Estamos oficialmente mais próximos de 2050 que do ano 2000. Enquanto comemoramos metas climáticas distantes, a contradição salta aos olhos: planejamos futuros sustentáveis enquanto convivemos, no presente, com uma epidemia silenciosa de sofrimento mental deflagrado pelo colapso ambiental.
É o peso emocional de viver num planeta em risco, somado à sensação de impotência diante da lentidão das respostas. Um fenômeno cada vez mais reconhecido como ecoansiedade.

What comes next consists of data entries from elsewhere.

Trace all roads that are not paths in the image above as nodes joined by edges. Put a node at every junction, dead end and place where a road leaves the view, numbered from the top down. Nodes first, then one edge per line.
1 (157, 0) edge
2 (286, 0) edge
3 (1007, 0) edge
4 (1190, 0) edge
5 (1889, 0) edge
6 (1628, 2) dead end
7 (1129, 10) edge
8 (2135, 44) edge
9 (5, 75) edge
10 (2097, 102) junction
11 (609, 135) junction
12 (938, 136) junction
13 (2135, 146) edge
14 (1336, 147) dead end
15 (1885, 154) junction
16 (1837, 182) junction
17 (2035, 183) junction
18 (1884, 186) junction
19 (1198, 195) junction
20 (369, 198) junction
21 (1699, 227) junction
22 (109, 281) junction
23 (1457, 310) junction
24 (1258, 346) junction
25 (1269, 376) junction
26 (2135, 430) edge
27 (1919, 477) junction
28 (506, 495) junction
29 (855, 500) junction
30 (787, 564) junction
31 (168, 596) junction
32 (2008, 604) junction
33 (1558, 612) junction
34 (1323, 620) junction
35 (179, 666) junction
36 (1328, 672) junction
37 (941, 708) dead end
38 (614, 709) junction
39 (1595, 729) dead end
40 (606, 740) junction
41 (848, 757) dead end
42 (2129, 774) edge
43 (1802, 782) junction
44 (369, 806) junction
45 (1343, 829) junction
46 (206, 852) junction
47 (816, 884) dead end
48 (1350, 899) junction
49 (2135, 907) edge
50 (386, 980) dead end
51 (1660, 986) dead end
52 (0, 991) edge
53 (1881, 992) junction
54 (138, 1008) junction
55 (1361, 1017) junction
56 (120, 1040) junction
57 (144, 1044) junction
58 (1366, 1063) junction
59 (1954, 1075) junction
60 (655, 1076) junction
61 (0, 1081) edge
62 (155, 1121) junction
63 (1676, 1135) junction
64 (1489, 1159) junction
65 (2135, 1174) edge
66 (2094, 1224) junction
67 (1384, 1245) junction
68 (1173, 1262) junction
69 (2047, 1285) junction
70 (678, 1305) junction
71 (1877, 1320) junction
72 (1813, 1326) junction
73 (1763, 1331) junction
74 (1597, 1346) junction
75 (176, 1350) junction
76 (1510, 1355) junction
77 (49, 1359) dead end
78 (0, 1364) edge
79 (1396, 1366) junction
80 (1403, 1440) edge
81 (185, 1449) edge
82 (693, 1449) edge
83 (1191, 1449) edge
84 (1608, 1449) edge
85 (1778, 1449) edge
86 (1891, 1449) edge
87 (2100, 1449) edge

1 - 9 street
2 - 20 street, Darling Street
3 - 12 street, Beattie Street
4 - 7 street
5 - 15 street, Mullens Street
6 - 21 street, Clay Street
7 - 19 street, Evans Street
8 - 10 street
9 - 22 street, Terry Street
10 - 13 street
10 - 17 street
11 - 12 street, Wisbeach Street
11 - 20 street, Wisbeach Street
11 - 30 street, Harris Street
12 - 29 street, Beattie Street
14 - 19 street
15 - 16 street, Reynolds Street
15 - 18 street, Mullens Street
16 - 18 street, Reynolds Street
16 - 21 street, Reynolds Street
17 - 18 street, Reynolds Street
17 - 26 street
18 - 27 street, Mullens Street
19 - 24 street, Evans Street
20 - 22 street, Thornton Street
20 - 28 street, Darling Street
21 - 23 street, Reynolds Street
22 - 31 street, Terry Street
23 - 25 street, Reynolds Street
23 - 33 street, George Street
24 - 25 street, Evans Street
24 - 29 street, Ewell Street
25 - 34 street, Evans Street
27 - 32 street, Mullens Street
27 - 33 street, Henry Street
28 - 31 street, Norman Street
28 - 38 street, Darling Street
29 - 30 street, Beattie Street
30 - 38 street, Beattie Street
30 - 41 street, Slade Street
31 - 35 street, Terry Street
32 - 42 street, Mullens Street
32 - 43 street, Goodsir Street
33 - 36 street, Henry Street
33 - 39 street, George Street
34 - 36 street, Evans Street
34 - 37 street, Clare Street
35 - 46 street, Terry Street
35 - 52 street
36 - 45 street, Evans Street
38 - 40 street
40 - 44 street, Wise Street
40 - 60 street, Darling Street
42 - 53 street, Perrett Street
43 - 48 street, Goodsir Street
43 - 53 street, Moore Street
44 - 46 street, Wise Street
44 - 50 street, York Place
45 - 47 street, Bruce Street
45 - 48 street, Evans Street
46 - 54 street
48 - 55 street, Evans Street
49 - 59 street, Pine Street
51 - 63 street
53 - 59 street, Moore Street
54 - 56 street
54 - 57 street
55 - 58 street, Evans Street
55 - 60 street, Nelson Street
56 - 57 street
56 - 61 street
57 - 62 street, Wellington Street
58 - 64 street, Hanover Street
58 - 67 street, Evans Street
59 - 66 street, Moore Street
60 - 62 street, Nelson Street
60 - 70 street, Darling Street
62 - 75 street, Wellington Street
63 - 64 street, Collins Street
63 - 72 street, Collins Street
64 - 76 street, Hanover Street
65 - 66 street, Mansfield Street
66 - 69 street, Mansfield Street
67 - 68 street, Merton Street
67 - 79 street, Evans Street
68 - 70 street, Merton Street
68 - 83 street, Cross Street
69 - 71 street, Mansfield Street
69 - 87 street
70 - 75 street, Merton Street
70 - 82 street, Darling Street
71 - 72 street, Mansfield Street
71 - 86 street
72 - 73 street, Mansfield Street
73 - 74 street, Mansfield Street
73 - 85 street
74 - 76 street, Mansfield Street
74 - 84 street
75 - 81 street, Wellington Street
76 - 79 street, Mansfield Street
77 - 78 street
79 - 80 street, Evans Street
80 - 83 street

Qual o verdadeiro papel das empresas nesta encruzilhada histórica? As empresas não são entidades abstratas. São estruturas criadas por pessoas, executadas por pessoas e que, direta ou indiretamente, existem para oferecer algo para as pessoas. Por essência, são vetores de influência e se diferem dos demais atores da sociedade por sua vocação de atender demandas com eficiência, escala e replicabilidade.
Diante da crescente crise climática e de sociedades atravessadas pelo medo, pela incerteza e pela exaustão emocional, não há mais espaço para soluções ocas. O lucro precisa ser compatível, e, idealmente, derivado da regeneração do planeta e do bem-estar coletivo. Isso inclui o equilíbrio ambiental e também físico, social e mental das pessoas que compõem e orbitam os negócios.
Os próximos dez anos testarão nossa capacidade de lidar com duas armadilhas paralelas que estimulam a ecoansiedade: a paralisia frente a magnitude das urgências climáticas e a positividade tecnocrática tóxica que transforma sustentabilidade em slogans vazios.
Para sobreviver a esta década, há três movimentos que as empresas precisarão incorporar: (1) reconhecer que o CNPJ é formado por CPFs que sentem fisicamente e emocionalmente a falência ambiental; (2) desenvolver soluções regenerativas e posicionar contribuições socioambientais realistas; (3) desafiar a lógica secular que impõe que desenvolvimento é igual a progresso material a qualquer custo.
Como bem disse o mestre quilombola Nego Bispo, basta de des-envolver. Precisamos de envolvimento – com a natureza, os saberes tradicionais e o bem-viver de todos os seres. O envolvimento coletivo, incluindo o das empresas, deve ser o pilar central para um futuro mais justo, saudável e sustentável.
A saída está na interseção de cosmovisões e na confluência entre mestres populares, cientistas, legisladores, governantes, investidores, filantropos, ativistas, empreendedores e empresários. Isso significa, por exemplo, permitir que as pessoas mais afetadas pelos desastres ambientais sejam também protagonistas na criação de alternativas.
Quando colaboradores atingidos por enchentes participam do redesenho do modelo de gestão ou quando povos originários auditam cadeias de suprimento, não estamos apenas inovando, estamos gerando envolvimento e resposta real às urgências da nossa época.
Às vésperas de 2050, o maior risco corporativo não está nas mudanças climáticas em si, mas na incapacidade de envolvimento regenerativo. Empresas que entenderem que são um coletivo de pessoas com papel fundamental na regeneração (onde saúde mental e equilíbrio ambiental caminham lado a lado), não apenas sobreviverão ao colapso sistêmico, como terão papel central na construção de um novo paradigma civilizatório.
O tempo de organizações ocas acabou.